2. Lorsqu’il statue sur un recours dirigé contre une décision ne faisant que partiellement droit à une demande de remise gracieuse d’un indu de prime d’activité, il appartient au juge administratif d’examiner si une remise gracieuse totale ou complémentaire est justifiée et de se prononcer lui-même sur la demande en recherchant si, au regard des circonstances de fait dont il est justifié par l'une et l'autre parties à la date de sa propre décision, la situation de précarité du débiteur et sa bonne foi justifient que lui soit accordée une remise.

3. Mme B..., dont la bonne foi n’est pas remise en cause, soutient que sa situation financière ne lui permet pas de rembourser sa dette. Toutefois, elle ne verse aucun élément récent de nature à établir cette allégation, en dépit de la lettre du 15 janvier 2026, mise à sa disposition par l’intermédiaire de l’application Télérecours citoyen le 20 janvier 2026, par laquelle le tribunal l’a invitée à produire les justificatifs de ses ressources et de ses charges et ne le met ainsi pas en mesure d’apprécier si sa situation justifie qu’une remise de dette lui soit accordée. Par suite, Mme B... n’est pas fondée à demander l’annulation de la décision du 8 février 2024 et à solliciter du tribunal la remise gracieuse totale de cet indu.

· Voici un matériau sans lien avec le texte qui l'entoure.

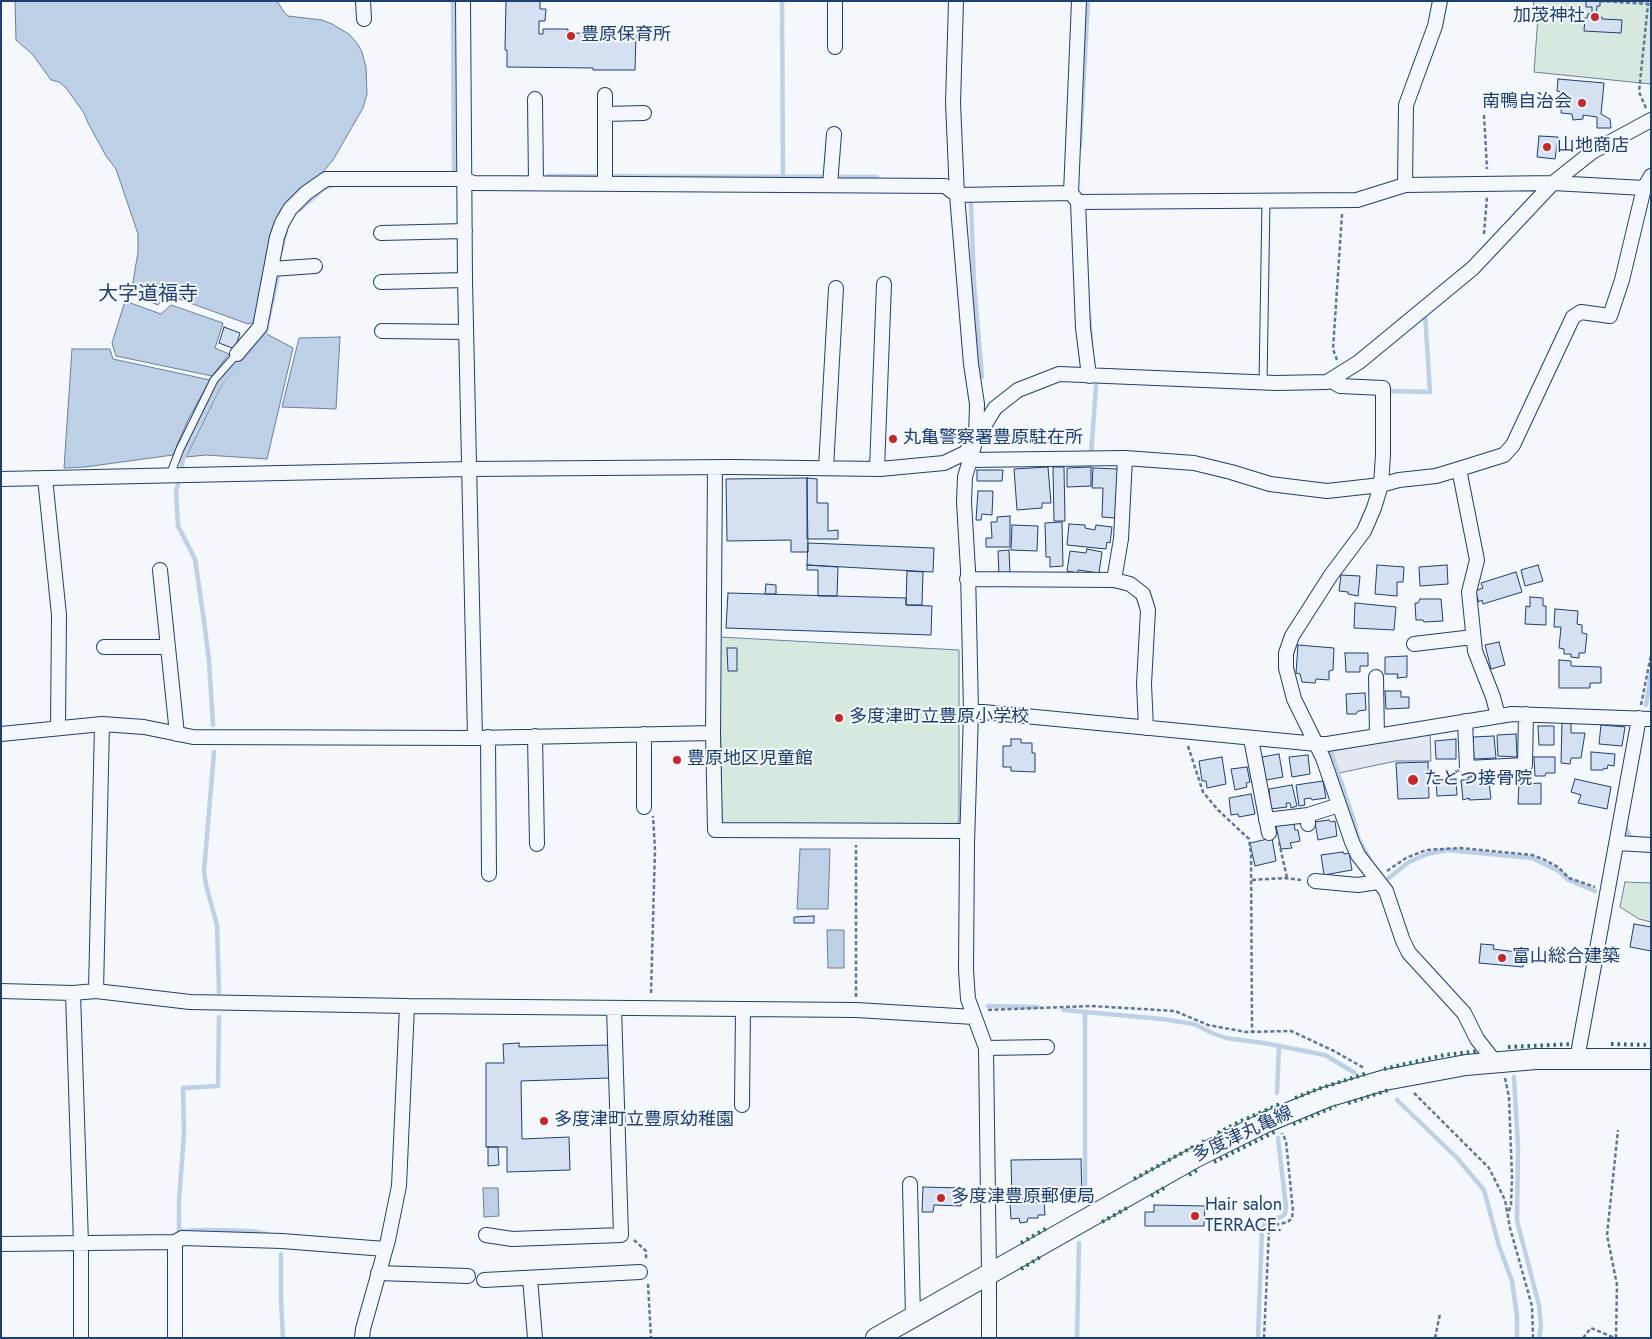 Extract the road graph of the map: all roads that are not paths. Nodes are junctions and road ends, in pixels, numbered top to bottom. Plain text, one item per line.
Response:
1 (363, 1) edge
2 (463, 1) edge
3 (835, 1) edge
4 (956, 1) edge
5 (1078, 1) edge
6 (1440, 1) edge
7 (364, 20) dead end
8 (835, 47) dead end
9 (606, 95) dead end
10 (535, 99) dead end
11 (644, 113) dead end
12 (605, 114) junction
13 (1649, 115) edge
14 (834, 134) dead end
15 (464, 179) junction
16 (605, 179) junction
17 (830, 180) junction
18 (1648, 182) edge
19 (536, 183) junction
20 (1553, 183) junction
21 (1405, 185) junction
22 (957, 195) junction
23 (1074, 198) junction
24 (1266, 201) junction
25 (465, 231) junction
26 (381, 233) dead end
27 (314, 266) dead end
28 (271, 269) junction
29 (465, 280) junction
30 (381, 282) dead end
31 (884, 284) dead end
32 (836, 288) dead end
33 (382, 331) dead end
34 (466, 332) junction
35 (237, 354) joint
36 (1089, 376) junction
37 (1334, 378) junction
38 (1263, 383) junction
39 (976, 439) junction
40 (1125, 458) junction
41 (969, 460) junction
42 (715, 467) junction
43 (826, 468) junction
44 (469, 469) junction
45 (877, 469) junction
46 (1460, 469) junction
47 (170, 475) junction
48 (45, 478) junction
49 (1, 479) edge
50 (1380, 486) junction
51 (160, 570) dead end
52 (968, 579) junction
53 (1114, 580) junction
54 (1473, 637) junction
55 (1414, 644) dead end
56 (104, 647) dead end
57 (168, 647) junction
58 (1376, 677) dead end
59 (971, 712) junction
60 (1526, 714) junction
61 (1498, 716) junction
62 (1645, 718) edge
63 (1465, 721) junction
64 (102, 724) junction
65 (58, 728) junction
66 (1146, 728) junction
67 (713, 732) junction
68 (1, 734) edge
69 (178, 734) junction
70 (644, 734) junction
71 (535, 736) junction
72 (1377, 736) junction
73 (482, 737) junction
74 (1251, 739) junction
75 (1316, 744) junction
76 (1339, 805) junction
77 (644, 807) road end
78 (967, 832) junction
79 (1617, 843) junction
80 (537, 844) dead end
81 (1651, 845) edge
82 (488, 874) dead end
83 (1377, 880) junction
84 (1315, 881) road end
85 (1, 991) edge
86 (96, 991) junction
87 (73, 993) junction
88 (406, 1006) junction
89 (614, 1008) junction
90 (743, 1009) junction
91 (973, 1013) junction
92 (1047, 1047) dead end
93 (986, 1048) junction
94 (1577, 1059) junction
95 (1651, 1059) edge
96 (1495, 1062) junction
97 (742, 1104) dead end
98 (910, 1184) dead end
99 (486, 1235) dead end
100 (175, 1242) junction
101 (1, 1244) edge
102 (81, 1244) junction
103 (385, 1249) junction
104 (640, 1272) dead end
105 (378, 1273) junction
106 (989, 1274) junction
107 (468, 1276) dead end
108 (530, 1278) junction
109 (484, 1280) dead end
110 (913, 1317) junction
111 (81, 1338) edge
112 (175, 1338) edge
113 (362, 1338) edge
114 (535, 1338) edge
115 (876, 1338) edge
116 (988, 1338) edge

1 - 7 street
2 - 15 street
3 - 8 street
4 - 22 street
5 - 23 street
6 - 21 street
9 - 12 street
10 - 19 street
11 - 12 street
12 - 16 street
13 - 20 street
14 - 17 street
15 - 19 street
15 - 25 street
15 - 28 street
16 - 17 street
16 - 19 street
17 - 22 street
18 - 20 street
18 - 46 street
20 - 21 street
20 - 37 street
21 - 24 street
22 - 23 street
22 - 39 street
23 - 24 street
23 - 36 street
24 - 38 lane
25 - 26 street
25 - 29 street
27 - 28 street
28 - 35 street
29 - 30 street
29 - 34 street
31 - 45 street
32 - 43 street
33 - 34 street
34 - 44 street
35 - 47 lane
36 - 38 street
36 - 39 street
37 - 38 street
37 - 50 street
39 - 41 street
39 - 45 street
40 - 41 street
40 - 50 street
40 - 53 street
41 - 52 street
42 - 43 street
42 - 44 street
42 - 67 street
43 - 45 street
44 - 47 street
44 - 73 street
46 - 50 street
46 - 54 street
47 - 48 street
48 - 49 street
48 - 65 street
50 - 75 street
51 - 57 street
52 - 53 street
52 - 59 street
53 - 66 street
54 - 55 street
54 - 61 street
56 - 57 street
57 - 69 street
58 - 72 street
59 - 66 street
59 - 78 street
60 - 61 street
60 - 62 street
60 - 63 street
61 - 63 street
62 - 79 street
63 - 72 street
64 - 65 street
64 - 69 street
64 - 86 street
65 - 68 street
66 - 74 street
67 - 70 street
67 - 78 street
69 - 73 street
70 - 71 street
70 - 77 street
71 - 73 street
71 - 80 street
72 - 75 street
73 - 82 street
74 - 75 street
74 - 76 street
75 - 76 street
76 - 83 street
78 - 91 street
79 - 81 street
79 - 94 street
83 - 84 street
83 - 96 street
85 - 87 street
86 - 87 street
86 - 88 street
87 - 102 street
88 - 89 street
88 - 103 street
89 - 90 street
89 - 99 street
90 - 91 street
90 - 97 street
91 - 93 street
92 - 93 street
93 - 106 street
94 - 95 main road, 多度津丸亀線
94 - 96 main road, 多度津丸亀線
96 - 106 main road, 多度津丸亀線
98 - 110 street
100 - 102 street
100 - 103 street
100 - 112 street
101 - 102 street
102 - 111 street
103 - 105 street
104 - 108 street
105 - 107 street
105 - 113 street
106 - 110 main road, 多度津丸亀線
106 - 116 street
108 - 109 street
108 - 114 street
110 - 115 main road, 多度津丸亀線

4. Il résulte de ce qui précède que la requête de Mme B... doit être rejetée.



D É C I D E :



Article 1er : La requête de Mme B... est rejetée.

Article 2 : Le présent jugement sera notifié à Mme A... B... et au ministre du travail et des solidarités.

Copie en sera adressée, pour information, à la mutualité sociale agricole d’Armorique.


Rendu public par mise à disposition au greffe le 4 mars 2026.


La magistrate désignée,


signé


F. PlumeraultLa greffière,


signé


E. Le Magoariec

La République mande et ordonne au ministre du travail et des solidarités en ce qui le concerne ou à tous commissaires de justice à ce requis en ce qui concerne les voies de droit commun, contre les parties privées, de pourvoir à l'exécution de la présente décision.